The entries shown below should be output exactly as they appear.

*** Block opens ***

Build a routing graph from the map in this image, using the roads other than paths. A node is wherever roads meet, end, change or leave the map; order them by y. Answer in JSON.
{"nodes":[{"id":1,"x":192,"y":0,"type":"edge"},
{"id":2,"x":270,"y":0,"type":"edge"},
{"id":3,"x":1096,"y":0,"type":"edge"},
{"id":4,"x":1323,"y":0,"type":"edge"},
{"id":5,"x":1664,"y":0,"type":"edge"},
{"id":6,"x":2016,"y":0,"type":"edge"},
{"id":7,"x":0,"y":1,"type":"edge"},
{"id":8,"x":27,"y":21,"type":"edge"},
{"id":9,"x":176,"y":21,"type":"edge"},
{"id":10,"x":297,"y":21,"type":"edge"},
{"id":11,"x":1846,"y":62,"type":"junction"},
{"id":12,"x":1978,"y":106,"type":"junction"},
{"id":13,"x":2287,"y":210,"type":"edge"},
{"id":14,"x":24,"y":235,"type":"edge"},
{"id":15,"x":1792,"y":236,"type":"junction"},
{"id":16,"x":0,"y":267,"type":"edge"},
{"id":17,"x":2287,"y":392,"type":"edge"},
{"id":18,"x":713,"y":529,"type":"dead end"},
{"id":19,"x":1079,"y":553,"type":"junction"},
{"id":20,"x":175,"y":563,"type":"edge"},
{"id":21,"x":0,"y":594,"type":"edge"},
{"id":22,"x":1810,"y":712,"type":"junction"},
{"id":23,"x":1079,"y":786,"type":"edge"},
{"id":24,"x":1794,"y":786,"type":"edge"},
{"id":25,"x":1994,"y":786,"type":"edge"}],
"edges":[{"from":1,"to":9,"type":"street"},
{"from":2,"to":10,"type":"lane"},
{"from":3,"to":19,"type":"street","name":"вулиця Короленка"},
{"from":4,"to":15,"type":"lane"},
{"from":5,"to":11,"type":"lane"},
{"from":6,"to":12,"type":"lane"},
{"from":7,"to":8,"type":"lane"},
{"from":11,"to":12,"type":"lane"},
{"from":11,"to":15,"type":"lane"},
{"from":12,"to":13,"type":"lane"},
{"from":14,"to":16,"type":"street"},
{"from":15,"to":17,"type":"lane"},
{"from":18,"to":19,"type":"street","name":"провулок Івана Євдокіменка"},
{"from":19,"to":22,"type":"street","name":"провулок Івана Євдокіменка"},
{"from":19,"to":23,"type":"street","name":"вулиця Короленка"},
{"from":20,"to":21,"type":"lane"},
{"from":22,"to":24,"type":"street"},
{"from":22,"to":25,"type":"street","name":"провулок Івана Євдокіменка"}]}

*** Block closes ***

Finished exercise —
Build a routing graph from the map in this image, using the roads other than paths. A node is wherever roads meet, end, change or leave the map; order them by y. Answer in JSON.
{"nodes":[{"id":1,"x":192,"y":0,"type":"edge"},
{"id":2,"x":270,"y":0,"type":"edge"},
{"id":3,"x":1096,"y":0,"type":"edge"},
{"id":4,"x":1323,"y":0,"type":"edge"},
{"id":5,"x":1664,"y":0,"type":"edge"},
{"id":6,"x":2016,"y":0,"type":"edge"},
{"id":7,"x":0,"y":1,"type":"edge"},
{"id":8,"x":27,"y":21,"type":"edge"},
{"id":9,"x":176,"y":21,"type":"edge"},
{"id":10,"x":297,"y":21,"type":"edge"},
{"id":11,"x":1846,"y":62,"type":"junction"},
{"id":12,"x":1978,"y":106,"type":"junction"},
{"id":13,"x":2287,"y":210,"type":"edge"},
{"id":14,"x":24,"y":235,"type":"edge"},
{"id":15,"x":1792,"y":236,"type":"junction"},
{"id":16,"x":0,"y":267,"type":"edge"},
{"id":17,"x":2287,"y":392,"type":"edge"},
{"id":18,"x":713,"y":529,"type":"dead end"},
{"id":19,"x":1079,"y":553,"type":"junction"},
{"id":20,"x":175,"y":563,"type":"edge"},
{"id":21,"x":0,"y":594,"type":"edge"},
{"id":22,"x":1810,"y":712,"type":"junction"},
{"id":23,"x":1079,"y":786,"type":"edge"},
{"id":24,"x":1794,"y":786,"type":"edge"},
{"id":25,"x":1994,"y":786,"type":"edge"}],
"edges":[{"from":1,"to":9,"type":"street"},
{"from":2,"to":10,"type":"lane"},
{"from":3,"to":19,"type":"street","name":"вулиця Короленка"},
{"from":4,"to":15,"type":"lane"},
{"from":5,"to":11,"type":"lane"},
{"from":6,"to":12,"type":"lane"},
{"from":7,"to":8,"type":"lane"},
{"from":11,"to":12,"type":"lane"},
{"from":11,"to":15,"type":"lane"},
{"from":12,"to":13,"type":"lane"},
{"from":14,"to":16,"type":"street"},
{"from":15,"to":17,"type":"lane"},
{"from":18,"to":19,"type":"street","name":"провулок Івана Євдокіменка"},
{"from":19,"to":22,"type":"street","name":"провулок Івана Євдокіменка"},
{"from":19,"to":23,"type":"street","name":"вулиця Короленка"},
{"from":20,"to":21,"type":"lane"},
{"from":22,"to":24,"type":"street"},
{"from":22,"to":25,"type":"street","name":"провулок Івана Євдокіменка"}]}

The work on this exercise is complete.